Probablemente por esta razón, el gobierno catalán se inclina por la negociación directa con el gobierno central para discutir el contenido de sus propuestas, lo cual no deja de ser causa de preocupación para las otras comunidades. Existe el temor fundado de que las negociaciones bilaterales propenden a ser oscuras y con resultados poco equitativos para los no asistentes. Las negociaciones del concierto con el País Vasco y las del convenio con Navarra constituyen un claro ejemplo de este tipo de negociación y de sus resultados. Excepto para sus participantes, resulta prácticamente imposible saber de dónde proceden las cifras que se utilizan para determinar el cupo, y sus resultados financieros, como hemos reiterado, constituyen habitualmente un agravio para las demás comunidades. Es natural, por tanto, que la pretensión del gobierno catalán de conducir las negociaciones en el seno de la comisión mixta de valoraciones –que es bilateral– pueda suscitar cierta desconfianza que se verá reforzada al entender, como hemos explicado, que no resulta equitativo ni coherente intentar reducir exclusivamente el saldo fiscal de Cataluña, circunstancia que inevitablemente se pondría de manifiesto al sentar a las demás comunidades en la misma mesa.

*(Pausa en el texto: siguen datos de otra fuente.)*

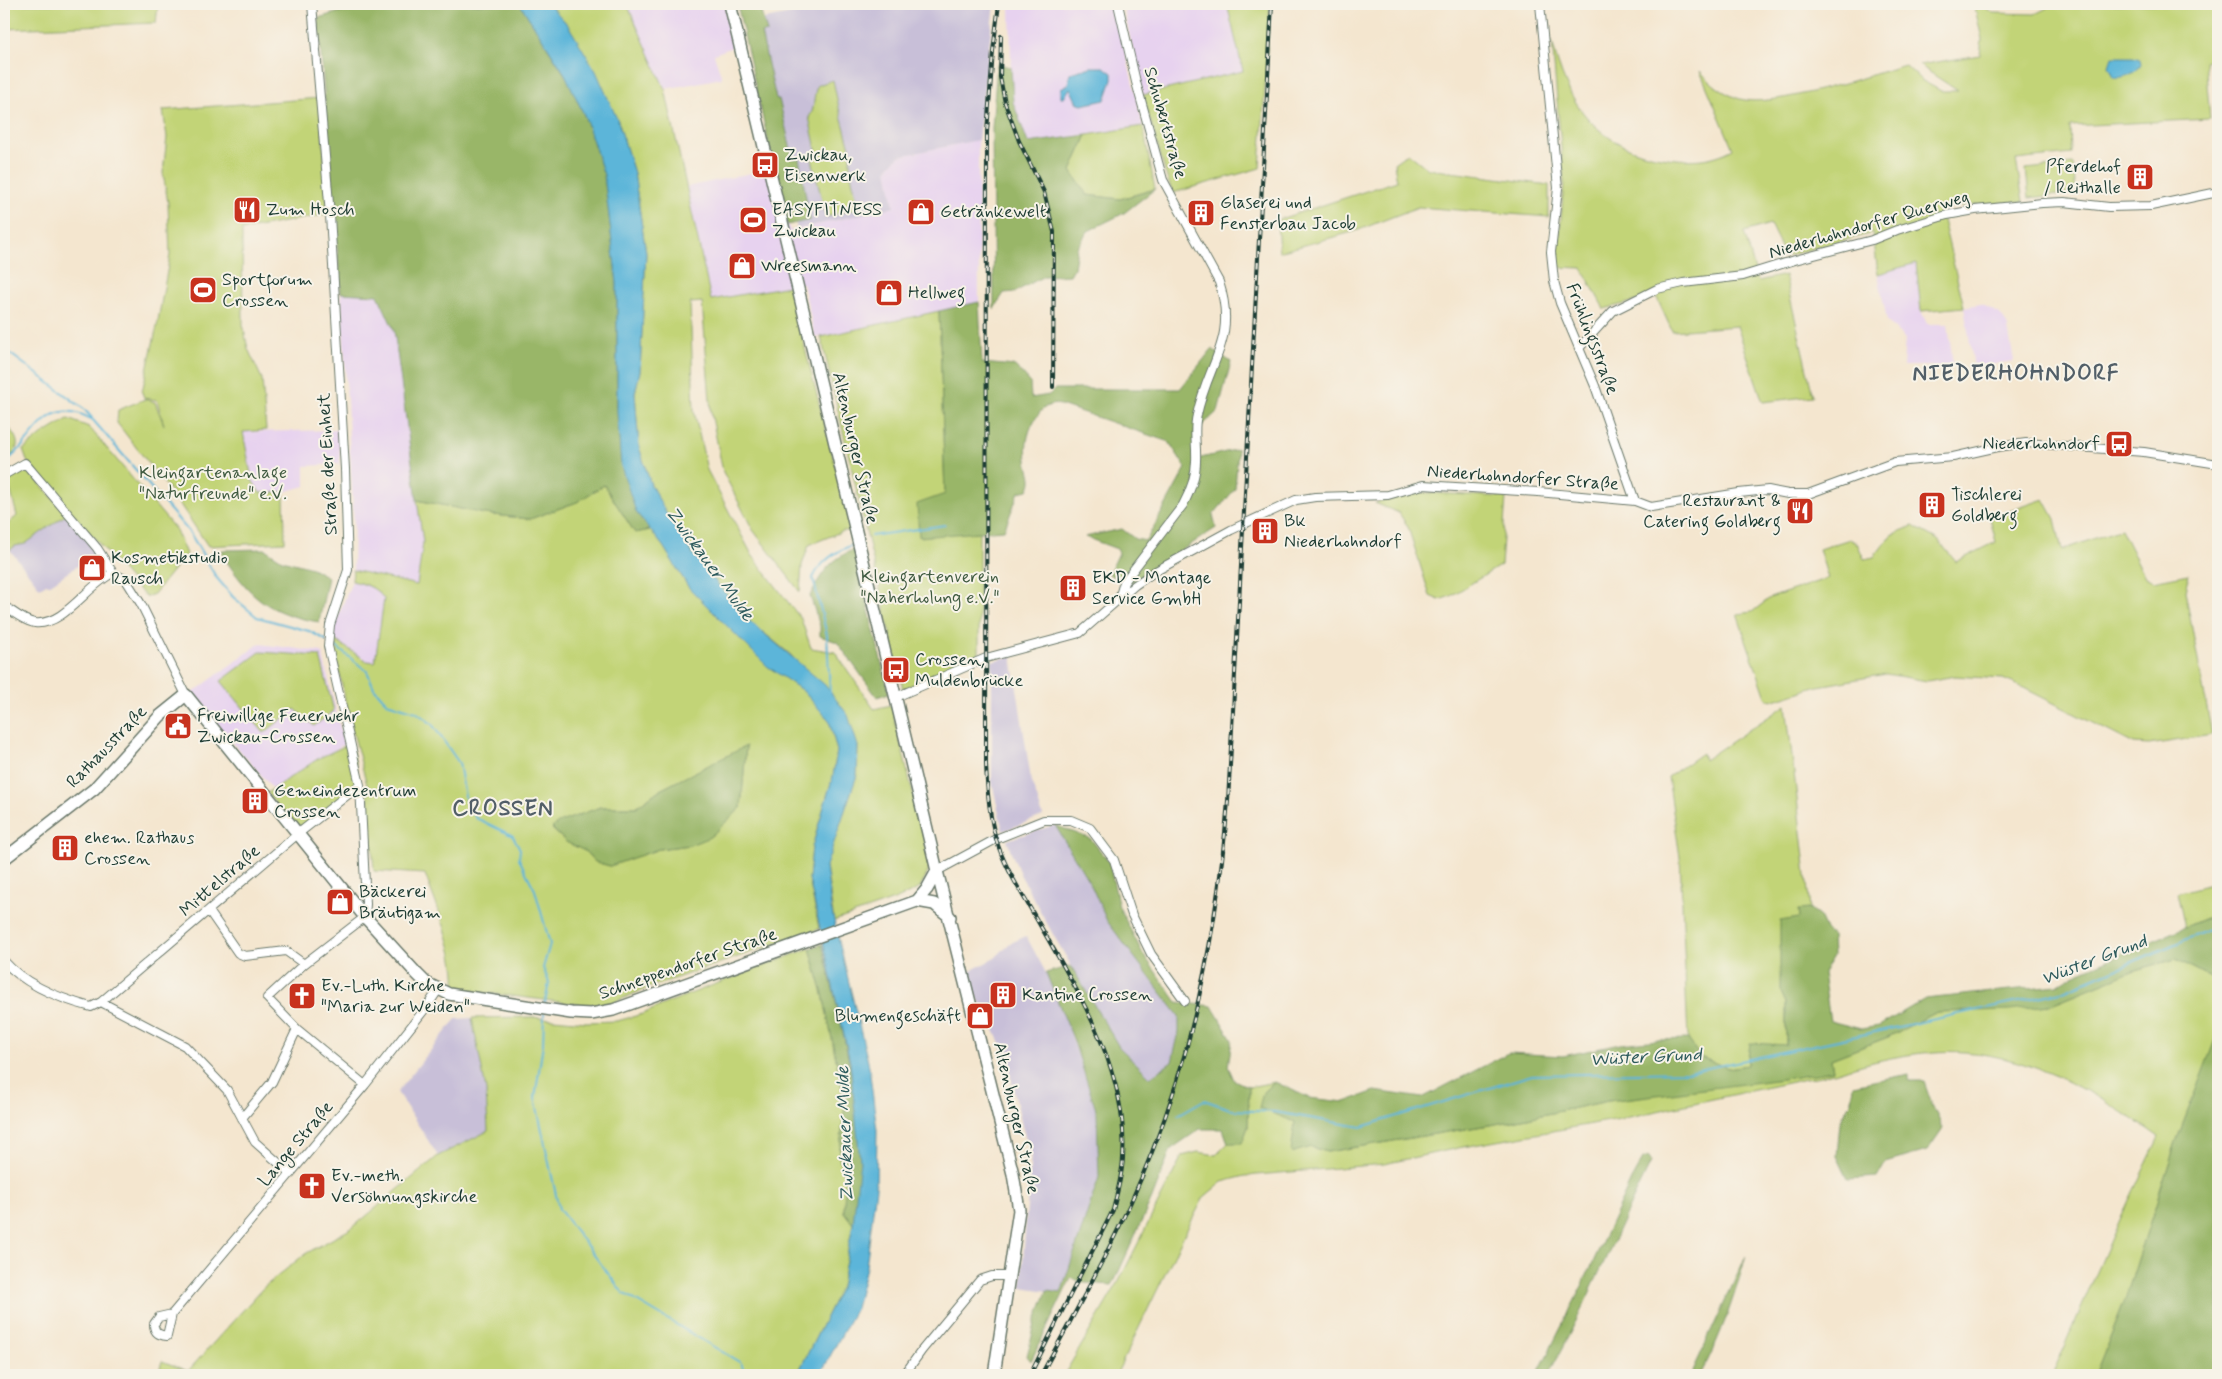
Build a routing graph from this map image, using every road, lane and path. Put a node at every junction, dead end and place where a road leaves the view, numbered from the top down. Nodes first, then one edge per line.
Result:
1 (312, 4) edge
2 (730, 4) edge
3 (1118, 4) edge
4 (1540, 4) edge
5 (2218, 192) edge
6 (1580, 347) junction
7 (2218, 464) edge
8 (4, 475) edge
9 (1635, 501) junction
10 (113, 573) junction
11 (1118, 601) junction
12 (4, 606) edge
13 (186, 695) junction
14 (896, 697) junction
15 (360, 785) junction
16 (299, 833) junction
17 (4, 859) edge
18 (937, 871) junction
19 (917, 901) junction
20 (209, 911) junction
21 (365, 917) junction
22 (950, 917) junction
23 (4, 961) edge
24 (304, 964) junction
25 (438, 990) junction
26 (1185, 1001) dead end
27 (101, 1002) junction
28 (297, 1029) junction
29 (365, 1085) junction
30 (242, 1118) junction
31 (291, 1174) junction
32 (1009, 1276) junction
33 (172, 1314) dead end
34 (904, 1375) edge
35 (994, 1375) edge

1 - 15 street, Straße der Einheit
2 - 14 street, Altenburger Straße
3 - 11 street, Schubertstraße
4 - 6 street, Frühlingsstraße
5 - 6 street, Niederhohndorfer Querweg
6 - 9 street, Frühlingsstraße
7 - 9 street, Niederhohndorfer Straße
8 - 10 street, Schneppendorfer Straße
9 - 11 street, Niederhohndorfer Straße
10 - 12 street
10 - 13 street, Schneppendorfer Straße
11 - 14 street, Niederhohndorfer Straße
13 - 16 street, Schneppendorfer Straße
13 - 17 street, Rathausstraße
14 - 18 street, Altenburger Straße
15 - 16 street, Mittelstraße
15 - 21 street, Straße der Einheit
16 - 20 street, Mittelstraße
16 - 21 street, Schneppendorfer Straße
18 - 19 street
18 - 22 street, Altenburger Straße
18 - 26 street
19 - 22 street
19 - 25 street, Schneppendorfer Straße
20 - 24 street
20 - 27 street, Mittelstraße
21 - 24 street
21 - 25 street, Schneppendorfer Straße
22 - 32 street, Altenburger Straße
23 - 27 street
24 - 28 street
25 - 29 street, Lange Straße
27 - 30 street
28 - 29 street
28 - 30 street
29 - 31 street, Lange Straße
30 - 31 street
31 - 33 street, Lange Straße
32 - 34 street
32 - 35 street, Altenburger Straße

Da la impresión de que en la propuesta catalana subyace una determinada visión financiera y, necesariamente, también política de España, que vislumbra una organización de tipo federal con tres comunidades, al menos –Navarra, País Vasco y Cataluña– con un régimen confederal. La hacienda central mantendría sus competencias en defensa, grandes obras públicas y política exterior, actividades que, por cierto, tenderán a desplazarse paulatinamente hacia la Unión Europea en la medida en que avance este proyecto político. Las comunidades confederadas disfrutarían de estos servicios de la hacienda central y de las economías de escala que reporta su suministro centralizado y dispondrían al mismo tiempo de una percha para asegurar su estancia en la Unión Europea. En cambio, condicionarían o, simplemente, negarían su contribución a las políticas de solidaridad que, en su caso, deberían financiarse por las comunidades ricas de régimen común. Con trazo grueso, si se quiere, da la impresión de que este sería el mapa. ¿Resulta comprensible que muchos ciudadanos no se encuentren cómodos en este futurible?

¿Dónde está la solución?

Como puede verse por las razones apuntadas, no ha de resultar sencillo instrumentar el tipo de reformas financieras que se contienen en los acuerdos del nuevo gobierno catalán, aun contando con la mejor voluntad por parte del gobierno central. Sin embargo, tampoco resultará sencillo negarse sin más, ya que lo que pretenden conseguir los catalanes es algo menos de lo que ya tienen los vascos y navarros. Así pues, lo sensato, por más que resulte ser la opción más difícil, no sería que los catalanes se aproximasen poco a poco –como proponen– al resultado del concierto, sino que vascos y navarros se aproximasen, poco a poco, al resultado de los catalanes.

Desde el nacionalismo democrático, y también desde la izquierda, se multiplican las propuestas de reforma estatutaria y constitucional con objeto de incorporar la experiencia de los últimos veinticinco años y ajustar la delimitación de algunas competencias y el funcionamiento de algunas instituciones. Qué duda cabe de que todas estas cuestiones que afectan a la estructura política del estado deben ser objeto de análisis, discusión y, en lo posible, de acuerdo. Sin embargo, creo sinceramente que muchas de las propuestas sobre la materia que se han hecho desde los nacionalismos periféricos serían mejor entendidas y aceptadas si no pusieran siempre en cuestión los mecanismos de solidaridad con el resto de los españoles.